The Israelis are frustrated that their military withdraw from Lebanon in 2000 did not earn them a peace on that border. The Israelis punished Lebanon in the 2006 war after Hezbollah crossed a red line by kidnapping Israeli soldiers patrolling the border. Unlike the Obama administration, when the Israelis establish a red line, they actually make good on threats to use force least adversaries come to the conclusion that they are bluffing to erode overall deterrence. Hezbollah, however, has restored and improved its missile and rocket forces with greater inventories than it had during the 2006 war. Defense Minister Ya’alon says that Hezbollah now has around 100,000 missiles and rockets. 
In the event of future Hezbollah cross border attacks, the Israelis will have to again militarily go back into Lebanon to “mow the grass,” as they like to call military operations to temporarily cut down Hezbollah military capabilities, leadership, and organization. The Israelis see “mowing the grass” as the price to be paid for a time of quiet until the next round of conflict. The Iranians, meanwhile, have been keen to work with Syria to build-up Hezbollah forces in Lebanon. The Iranians see Hezbollah as their “ace in the hole” to deter Israel from attacking Iran’s nuclear program. The Iranians could complement Hezbollah missiles and rockets from Lebanon with their own growing inventory of long-range Shahab-3 missiles.  Both Hezbollah and Iran probably calculate that they could fire massive barrages of missiles and rockets to attrite and overwhelm Israel’s ballistic missile and rocket defenses.
The Israelis are aghast that the United States has for all intents and purposes abandoned the credible threat of military force against Iran’s nuclear program and is now exclusively devoting itself to a “diplomatic” solution to the issue. The Israelis think the Americans naïve to believe that the Iranians are genuinely negotiating. The Israelis bet that the Iranians are only using international negotiations as a means to slip out from under crushing international economic sanctions while preserving Iran’s now extensive, sophisticated and diversified nuclear program, one with the infrastructure needed to eventually give Tehran a robust arsenal of nuclear weapons.

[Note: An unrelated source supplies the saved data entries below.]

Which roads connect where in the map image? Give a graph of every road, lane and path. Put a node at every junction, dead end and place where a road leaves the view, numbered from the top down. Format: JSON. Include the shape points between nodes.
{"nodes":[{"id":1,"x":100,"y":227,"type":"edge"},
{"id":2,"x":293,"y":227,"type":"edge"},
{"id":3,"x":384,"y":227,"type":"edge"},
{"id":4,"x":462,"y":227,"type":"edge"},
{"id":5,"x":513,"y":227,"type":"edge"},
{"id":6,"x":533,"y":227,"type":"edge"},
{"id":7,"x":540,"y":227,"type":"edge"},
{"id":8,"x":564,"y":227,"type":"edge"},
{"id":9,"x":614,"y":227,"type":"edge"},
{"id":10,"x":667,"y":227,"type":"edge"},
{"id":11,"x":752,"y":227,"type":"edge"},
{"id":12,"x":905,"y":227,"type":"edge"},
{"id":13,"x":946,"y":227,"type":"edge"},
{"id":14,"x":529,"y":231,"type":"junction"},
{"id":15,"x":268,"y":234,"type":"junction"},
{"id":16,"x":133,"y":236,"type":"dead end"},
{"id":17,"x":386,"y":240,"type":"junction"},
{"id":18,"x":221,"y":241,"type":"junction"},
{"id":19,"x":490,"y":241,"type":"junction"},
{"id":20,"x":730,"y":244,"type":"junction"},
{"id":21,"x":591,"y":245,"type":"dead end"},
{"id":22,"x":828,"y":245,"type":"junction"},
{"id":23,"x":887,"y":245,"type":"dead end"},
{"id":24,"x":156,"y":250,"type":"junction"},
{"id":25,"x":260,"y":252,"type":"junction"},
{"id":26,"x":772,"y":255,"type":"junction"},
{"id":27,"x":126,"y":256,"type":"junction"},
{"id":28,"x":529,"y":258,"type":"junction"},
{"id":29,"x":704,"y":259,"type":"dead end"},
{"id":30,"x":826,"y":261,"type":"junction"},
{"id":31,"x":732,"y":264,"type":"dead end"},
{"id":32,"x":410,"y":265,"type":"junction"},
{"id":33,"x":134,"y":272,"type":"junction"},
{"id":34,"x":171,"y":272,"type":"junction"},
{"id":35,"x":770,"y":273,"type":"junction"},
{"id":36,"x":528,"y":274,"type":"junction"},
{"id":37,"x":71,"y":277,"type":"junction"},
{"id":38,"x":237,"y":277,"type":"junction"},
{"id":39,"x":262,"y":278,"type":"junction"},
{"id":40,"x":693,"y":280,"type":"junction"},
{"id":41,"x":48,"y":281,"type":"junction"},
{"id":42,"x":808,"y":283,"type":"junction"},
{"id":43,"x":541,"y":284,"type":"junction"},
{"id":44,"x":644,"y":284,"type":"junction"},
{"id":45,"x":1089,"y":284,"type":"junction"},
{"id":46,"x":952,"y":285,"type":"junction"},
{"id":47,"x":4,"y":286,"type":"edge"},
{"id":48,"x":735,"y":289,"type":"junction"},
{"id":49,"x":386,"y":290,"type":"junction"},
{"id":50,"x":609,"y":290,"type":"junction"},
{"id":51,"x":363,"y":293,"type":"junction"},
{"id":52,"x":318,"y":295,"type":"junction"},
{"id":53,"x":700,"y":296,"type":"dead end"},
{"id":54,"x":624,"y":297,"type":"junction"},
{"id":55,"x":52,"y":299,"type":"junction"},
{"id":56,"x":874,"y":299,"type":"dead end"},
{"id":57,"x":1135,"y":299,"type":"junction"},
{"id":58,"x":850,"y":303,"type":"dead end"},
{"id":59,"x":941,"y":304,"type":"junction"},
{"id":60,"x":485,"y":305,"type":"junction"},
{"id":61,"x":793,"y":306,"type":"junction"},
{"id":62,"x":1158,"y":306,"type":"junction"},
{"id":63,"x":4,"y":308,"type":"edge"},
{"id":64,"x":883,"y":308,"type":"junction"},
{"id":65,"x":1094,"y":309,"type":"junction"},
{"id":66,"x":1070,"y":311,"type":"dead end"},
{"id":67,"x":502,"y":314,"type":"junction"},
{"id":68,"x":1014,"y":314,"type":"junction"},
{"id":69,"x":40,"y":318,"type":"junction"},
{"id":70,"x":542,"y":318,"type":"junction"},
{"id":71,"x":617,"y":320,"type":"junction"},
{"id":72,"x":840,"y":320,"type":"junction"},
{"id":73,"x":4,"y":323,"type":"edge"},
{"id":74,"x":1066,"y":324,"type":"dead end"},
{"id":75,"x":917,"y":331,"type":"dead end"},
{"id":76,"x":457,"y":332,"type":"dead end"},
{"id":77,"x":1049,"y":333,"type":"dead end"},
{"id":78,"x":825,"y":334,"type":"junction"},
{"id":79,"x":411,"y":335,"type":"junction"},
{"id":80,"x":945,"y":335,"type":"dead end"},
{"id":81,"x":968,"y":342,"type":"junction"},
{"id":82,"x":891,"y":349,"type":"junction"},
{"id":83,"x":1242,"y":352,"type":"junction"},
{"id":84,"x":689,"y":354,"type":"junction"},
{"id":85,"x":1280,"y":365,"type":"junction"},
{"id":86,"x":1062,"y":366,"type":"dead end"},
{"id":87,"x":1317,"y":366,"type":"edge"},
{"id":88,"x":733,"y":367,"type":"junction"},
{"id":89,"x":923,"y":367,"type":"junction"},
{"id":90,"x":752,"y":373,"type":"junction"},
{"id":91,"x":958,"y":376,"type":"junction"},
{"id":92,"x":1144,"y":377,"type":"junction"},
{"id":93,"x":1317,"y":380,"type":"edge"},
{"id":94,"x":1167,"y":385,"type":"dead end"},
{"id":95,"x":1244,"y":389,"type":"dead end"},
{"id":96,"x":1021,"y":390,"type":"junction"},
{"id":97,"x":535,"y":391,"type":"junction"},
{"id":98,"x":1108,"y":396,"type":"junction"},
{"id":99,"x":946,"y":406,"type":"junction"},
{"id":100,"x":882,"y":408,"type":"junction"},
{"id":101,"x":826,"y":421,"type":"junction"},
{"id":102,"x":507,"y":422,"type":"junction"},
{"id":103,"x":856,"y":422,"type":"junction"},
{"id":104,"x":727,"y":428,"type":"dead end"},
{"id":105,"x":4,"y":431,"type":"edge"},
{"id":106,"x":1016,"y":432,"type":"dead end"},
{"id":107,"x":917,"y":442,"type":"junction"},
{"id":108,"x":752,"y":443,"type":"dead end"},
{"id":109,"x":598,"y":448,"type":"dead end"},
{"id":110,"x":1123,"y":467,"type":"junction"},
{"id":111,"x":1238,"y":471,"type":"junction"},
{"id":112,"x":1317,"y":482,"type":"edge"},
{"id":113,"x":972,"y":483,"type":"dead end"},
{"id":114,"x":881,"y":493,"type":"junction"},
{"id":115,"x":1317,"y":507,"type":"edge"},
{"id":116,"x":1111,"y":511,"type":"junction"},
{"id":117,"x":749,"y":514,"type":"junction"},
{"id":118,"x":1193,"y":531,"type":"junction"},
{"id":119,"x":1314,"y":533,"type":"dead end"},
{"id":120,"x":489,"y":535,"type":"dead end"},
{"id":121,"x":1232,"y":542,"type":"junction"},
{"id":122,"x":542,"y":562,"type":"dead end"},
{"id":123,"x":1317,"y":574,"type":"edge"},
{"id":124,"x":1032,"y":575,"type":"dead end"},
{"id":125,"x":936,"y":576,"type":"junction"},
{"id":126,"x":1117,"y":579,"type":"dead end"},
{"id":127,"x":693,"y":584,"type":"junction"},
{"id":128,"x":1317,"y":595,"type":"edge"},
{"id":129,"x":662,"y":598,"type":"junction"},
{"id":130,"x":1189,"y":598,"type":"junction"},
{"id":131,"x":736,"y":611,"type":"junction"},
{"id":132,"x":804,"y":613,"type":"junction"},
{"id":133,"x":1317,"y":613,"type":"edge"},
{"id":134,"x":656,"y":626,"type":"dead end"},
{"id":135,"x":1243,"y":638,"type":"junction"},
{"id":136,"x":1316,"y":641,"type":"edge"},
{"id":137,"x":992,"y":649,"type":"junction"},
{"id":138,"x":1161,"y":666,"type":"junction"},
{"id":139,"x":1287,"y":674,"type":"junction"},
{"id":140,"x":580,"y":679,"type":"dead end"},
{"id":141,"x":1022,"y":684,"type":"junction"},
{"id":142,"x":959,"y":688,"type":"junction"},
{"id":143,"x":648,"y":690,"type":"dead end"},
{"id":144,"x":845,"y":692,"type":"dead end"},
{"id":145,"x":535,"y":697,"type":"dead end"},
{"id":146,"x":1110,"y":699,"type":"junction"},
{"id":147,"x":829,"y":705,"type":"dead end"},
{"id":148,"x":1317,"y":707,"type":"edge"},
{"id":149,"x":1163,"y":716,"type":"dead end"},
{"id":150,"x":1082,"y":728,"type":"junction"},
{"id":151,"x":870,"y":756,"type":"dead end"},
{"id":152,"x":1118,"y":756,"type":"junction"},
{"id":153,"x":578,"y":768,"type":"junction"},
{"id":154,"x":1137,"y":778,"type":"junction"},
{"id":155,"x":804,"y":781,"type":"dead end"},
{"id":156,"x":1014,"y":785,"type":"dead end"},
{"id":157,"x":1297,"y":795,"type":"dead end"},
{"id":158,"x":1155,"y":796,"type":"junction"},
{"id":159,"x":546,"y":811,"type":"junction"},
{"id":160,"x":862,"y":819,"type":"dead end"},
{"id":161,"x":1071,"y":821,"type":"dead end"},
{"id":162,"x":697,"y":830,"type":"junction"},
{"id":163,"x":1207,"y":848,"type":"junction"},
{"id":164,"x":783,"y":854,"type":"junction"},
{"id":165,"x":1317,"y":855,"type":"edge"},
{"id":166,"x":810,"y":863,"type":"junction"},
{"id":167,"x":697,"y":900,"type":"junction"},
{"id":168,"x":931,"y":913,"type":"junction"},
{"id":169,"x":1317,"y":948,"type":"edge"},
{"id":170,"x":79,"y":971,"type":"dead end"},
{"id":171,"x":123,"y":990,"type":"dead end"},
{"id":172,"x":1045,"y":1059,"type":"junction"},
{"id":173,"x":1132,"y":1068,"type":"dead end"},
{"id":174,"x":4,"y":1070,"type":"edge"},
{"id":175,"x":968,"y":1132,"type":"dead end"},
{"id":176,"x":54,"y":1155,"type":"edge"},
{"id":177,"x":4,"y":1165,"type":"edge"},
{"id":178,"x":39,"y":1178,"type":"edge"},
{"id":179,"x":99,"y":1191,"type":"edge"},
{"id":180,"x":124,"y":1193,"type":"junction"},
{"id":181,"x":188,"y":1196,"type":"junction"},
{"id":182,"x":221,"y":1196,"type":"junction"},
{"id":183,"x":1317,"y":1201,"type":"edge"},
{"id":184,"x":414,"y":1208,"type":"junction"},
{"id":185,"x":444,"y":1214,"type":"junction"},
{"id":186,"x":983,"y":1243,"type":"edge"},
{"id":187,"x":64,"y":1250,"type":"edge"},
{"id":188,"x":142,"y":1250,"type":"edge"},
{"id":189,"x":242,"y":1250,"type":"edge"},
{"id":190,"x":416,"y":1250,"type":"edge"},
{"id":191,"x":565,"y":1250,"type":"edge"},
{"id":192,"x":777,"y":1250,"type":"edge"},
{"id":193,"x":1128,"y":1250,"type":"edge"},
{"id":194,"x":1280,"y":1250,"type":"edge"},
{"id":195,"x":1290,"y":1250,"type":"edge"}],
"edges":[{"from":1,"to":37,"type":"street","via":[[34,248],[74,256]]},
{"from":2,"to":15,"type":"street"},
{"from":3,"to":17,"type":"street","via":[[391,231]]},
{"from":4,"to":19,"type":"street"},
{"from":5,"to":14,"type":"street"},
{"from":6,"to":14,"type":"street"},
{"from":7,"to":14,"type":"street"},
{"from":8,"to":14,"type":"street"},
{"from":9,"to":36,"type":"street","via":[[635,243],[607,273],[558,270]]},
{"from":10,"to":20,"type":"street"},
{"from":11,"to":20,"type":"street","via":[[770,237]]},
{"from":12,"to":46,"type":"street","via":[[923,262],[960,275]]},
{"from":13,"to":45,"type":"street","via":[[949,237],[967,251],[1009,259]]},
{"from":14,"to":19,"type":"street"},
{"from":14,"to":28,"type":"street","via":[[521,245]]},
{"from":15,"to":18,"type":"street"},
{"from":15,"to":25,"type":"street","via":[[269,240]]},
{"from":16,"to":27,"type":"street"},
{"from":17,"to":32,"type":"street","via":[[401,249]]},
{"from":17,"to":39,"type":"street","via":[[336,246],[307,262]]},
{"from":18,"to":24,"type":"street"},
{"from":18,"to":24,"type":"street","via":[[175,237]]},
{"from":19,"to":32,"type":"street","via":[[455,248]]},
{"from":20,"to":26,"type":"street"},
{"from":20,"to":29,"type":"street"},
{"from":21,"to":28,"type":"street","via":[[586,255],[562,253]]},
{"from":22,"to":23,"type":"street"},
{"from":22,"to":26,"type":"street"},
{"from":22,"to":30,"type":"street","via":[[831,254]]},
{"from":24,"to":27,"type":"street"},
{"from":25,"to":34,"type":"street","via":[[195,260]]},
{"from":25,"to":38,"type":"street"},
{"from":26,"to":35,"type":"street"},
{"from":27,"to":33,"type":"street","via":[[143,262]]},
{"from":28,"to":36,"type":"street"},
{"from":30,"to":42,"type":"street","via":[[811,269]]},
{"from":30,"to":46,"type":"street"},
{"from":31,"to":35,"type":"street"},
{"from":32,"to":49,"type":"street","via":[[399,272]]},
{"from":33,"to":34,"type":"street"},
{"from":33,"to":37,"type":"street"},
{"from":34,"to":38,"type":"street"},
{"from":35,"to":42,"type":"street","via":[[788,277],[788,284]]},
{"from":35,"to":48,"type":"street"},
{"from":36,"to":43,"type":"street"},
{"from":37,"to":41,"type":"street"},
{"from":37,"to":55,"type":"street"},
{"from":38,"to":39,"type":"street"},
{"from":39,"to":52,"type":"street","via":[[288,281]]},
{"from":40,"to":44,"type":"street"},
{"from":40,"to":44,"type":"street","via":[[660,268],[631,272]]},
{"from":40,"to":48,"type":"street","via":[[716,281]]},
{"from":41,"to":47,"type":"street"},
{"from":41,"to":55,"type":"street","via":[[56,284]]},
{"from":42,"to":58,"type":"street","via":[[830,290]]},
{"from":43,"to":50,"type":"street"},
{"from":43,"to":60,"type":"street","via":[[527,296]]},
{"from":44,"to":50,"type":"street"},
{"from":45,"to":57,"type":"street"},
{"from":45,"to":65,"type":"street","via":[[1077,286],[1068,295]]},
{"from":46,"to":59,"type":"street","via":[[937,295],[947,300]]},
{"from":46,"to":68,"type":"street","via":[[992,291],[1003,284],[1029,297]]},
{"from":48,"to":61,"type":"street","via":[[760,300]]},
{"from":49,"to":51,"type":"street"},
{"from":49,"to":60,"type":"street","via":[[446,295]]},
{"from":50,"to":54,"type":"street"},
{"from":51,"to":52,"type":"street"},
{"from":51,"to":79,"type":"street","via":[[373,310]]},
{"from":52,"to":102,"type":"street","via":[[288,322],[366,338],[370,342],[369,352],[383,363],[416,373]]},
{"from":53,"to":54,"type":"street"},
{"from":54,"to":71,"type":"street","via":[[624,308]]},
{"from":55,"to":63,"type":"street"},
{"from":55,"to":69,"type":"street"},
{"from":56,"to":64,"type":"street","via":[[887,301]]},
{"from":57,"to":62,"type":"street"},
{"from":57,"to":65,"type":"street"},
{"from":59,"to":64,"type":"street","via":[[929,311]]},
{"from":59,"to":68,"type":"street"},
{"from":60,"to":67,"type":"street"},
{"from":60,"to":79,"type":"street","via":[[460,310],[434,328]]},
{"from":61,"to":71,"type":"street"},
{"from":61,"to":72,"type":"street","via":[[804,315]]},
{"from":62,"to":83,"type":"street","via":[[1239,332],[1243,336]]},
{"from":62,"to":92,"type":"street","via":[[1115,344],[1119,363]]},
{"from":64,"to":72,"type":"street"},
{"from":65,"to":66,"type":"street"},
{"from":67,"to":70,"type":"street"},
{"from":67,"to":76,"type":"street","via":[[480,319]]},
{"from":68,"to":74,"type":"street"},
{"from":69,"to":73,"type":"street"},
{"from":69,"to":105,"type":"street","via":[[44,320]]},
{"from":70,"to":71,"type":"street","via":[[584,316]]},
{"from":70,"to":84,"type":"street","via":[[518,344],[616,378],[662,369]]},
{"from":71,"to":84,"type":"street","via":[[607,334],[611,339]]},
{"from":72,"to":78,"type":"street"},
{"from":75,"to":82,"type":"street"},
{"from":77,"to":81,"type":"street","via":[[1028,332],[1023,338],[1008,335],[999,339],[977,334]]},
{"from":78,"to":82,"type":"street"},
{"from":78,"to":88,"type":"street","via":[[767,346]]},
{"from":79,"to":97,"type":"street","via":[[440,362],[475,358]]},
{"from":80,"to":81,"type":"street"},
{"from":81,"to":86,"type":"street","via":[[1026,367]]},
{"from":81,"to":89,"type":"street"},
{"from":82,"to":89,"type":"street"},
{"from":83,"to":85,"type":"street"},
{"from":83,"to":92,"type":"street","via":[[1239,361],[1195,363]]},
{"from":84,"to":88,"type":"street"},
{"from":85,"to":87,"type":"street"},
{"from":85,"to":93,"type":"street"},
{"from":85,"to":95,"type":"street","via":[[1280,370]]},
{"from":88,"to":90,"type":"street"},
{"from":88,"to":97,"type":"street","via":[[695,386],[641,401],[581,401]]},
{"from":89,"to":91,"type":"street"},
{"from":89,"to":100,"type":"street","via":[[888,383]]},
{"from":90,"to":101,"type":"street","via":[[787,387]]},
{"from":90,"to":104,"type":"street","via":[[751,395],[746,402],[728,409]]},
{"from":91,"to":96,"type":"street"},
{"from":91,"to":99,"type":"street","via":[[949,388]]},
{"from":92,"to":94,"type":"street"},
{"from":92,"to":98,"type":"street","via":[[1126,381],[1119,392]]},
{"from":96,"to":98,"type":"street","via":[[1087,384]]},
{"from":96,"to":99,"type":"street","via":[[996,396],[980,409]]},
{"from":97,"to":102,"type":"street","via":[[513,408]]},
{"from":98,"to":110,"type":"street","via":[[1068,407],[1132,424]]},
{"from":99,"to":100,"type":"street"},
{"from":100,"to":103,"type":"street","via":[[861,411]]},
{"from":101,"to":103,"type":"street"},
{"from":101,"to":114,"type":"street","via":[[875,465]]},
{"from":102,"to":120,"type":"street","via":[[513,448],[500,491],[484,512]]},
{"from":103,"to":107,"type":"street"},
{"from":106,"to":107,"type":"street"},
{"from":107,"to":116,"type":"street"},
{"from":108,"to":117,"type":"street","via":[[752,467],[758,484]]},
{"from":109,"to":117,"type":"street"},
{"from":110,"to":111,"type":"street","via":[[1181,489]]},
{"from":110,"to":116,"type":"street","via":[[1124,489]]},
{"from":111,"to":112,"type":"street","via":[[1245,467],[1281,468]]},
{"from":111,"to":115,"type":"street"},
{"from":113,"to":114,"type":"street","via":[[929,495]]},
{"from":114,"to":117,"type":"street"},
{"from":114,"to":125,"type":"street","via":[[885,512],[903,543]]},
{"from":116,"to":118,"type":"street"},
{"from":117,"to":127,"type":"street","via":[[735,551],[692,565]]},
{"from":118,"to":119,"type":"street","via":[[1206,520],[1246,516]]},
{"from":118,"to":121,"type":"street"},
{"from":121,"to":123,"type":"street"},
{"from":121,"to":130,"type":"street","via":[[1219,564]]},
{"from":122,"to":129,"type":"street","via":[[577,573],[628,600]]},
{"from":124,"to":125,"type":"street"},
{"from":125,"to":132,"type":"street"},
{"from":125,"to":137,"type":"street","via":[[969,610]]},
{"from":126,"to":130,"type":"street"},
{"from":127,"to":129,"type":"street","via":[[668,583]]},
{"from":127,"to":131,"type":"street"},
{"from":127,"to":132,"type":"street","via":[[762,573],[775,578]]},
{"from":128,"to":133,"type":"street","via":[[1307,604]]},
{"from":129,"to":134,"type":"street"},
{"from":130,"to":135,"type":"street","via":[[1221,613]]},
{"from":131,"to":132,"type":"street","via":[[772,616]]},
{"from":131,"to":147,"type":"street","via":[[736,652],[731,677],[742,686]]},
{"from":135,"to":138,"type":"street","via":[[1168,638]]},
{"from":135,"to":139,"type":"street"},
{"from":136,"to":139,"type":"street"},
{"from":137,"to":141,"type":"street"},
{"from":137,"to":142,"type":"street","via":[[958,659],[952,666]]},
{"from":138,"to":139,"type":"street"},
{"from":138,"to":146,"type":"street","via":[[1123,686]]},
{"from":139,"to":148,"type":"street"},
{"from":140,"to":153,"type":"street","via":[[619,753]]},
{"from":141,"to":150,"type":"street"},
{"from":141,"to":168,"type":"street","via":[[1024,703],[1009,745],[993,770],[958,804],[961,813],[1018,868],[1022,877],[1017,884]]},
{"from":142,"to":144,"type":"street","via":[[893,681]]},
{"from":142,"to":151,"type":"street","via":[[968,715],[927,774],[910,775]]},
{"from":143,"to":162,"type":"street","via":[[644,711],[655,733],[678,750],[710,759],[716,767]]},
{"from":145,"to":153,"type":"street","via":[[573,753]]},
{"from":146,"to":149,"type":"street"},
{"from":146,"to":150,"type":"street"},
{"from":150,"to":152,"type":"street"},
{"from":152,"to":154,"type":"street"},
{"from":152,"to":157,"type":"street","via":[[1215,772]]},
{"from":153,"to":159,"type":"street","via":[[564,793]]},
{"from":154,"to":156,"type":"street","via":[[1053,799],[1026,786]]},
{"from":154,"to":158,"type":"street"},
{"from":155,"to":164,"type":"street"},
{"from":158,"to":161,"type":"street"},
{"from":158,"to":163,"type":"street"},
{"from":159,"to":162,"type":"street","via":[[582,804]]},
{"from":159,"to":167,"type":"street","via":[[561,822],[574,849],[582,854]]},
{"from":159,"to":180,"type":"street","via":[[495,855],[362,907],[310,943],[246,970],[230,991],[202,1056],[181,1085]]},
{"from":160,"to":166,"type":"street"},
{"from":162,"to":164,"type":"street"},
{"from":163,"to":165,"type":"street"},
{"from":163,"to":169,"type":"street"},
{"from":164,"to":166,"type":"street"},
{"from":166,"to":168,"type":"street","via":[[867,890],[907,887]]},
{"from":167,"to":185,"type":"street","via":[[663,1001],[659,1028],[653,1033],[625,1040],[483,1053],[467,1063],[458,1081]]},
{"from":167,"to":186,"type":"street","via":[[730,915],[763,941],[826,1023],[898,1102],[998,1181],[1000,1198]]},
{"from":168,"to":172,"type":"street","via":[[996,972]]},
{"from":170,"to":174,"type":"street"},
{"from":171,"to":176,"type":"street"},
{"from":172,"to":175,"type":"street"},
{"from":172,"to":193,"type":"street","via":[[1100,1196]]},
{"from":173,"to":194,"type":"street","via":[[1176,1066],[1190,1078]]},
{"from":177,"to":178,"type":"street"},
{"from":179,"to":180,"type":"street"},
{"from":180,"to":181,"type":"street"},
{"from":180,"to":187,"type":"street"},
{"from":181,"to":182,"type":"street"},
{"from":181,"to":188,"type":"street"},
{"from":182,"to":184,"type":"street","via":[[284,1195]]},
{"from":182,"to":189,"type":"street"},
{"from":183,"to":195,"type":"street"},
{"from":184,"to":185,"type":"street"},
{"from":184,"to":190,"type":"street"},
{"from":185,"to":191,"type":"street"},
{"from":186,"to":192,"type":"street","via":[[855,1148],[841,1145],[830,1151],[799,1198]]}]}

The Israelis respect Iran’s diplomatic prowess that skillfully plays on the desperate desires on the Americans and Europeans to avoid military force. The Iranians aim to string the West along with a series of extensions of the so-called “six-month interim agreement” to buy months, if not years, for international economic sanctions to collapse while preserving their prized nuclear program. If the Israelis take matters into their own hands—as they are apt to do when their vital security interests are at stake—and strike Iranian’s nuclear facilities, Tehran will use its own and Hezbollah’s missiles and unconventional-warfare methods to mount retaliatory attacks against Israel’s cities, interests and security partners.
With the loss of secure borders with Egypt, Syria, and Lebanon, the Israelis fret that they could lose their last remaining secure border with Jordan. The Israelis have not had any better a constructive and pragmatic partner than the Jordanian monarchy stretching back decades from the time of quiet “under the table” cooperation to the 1994 signing of a peace treaty. The Jordanian monarchy so far has escaped the scope and depth of violence that erupted elsewhere in the Arab spring, but the political, economic, and societal pressures in Jordan are growing.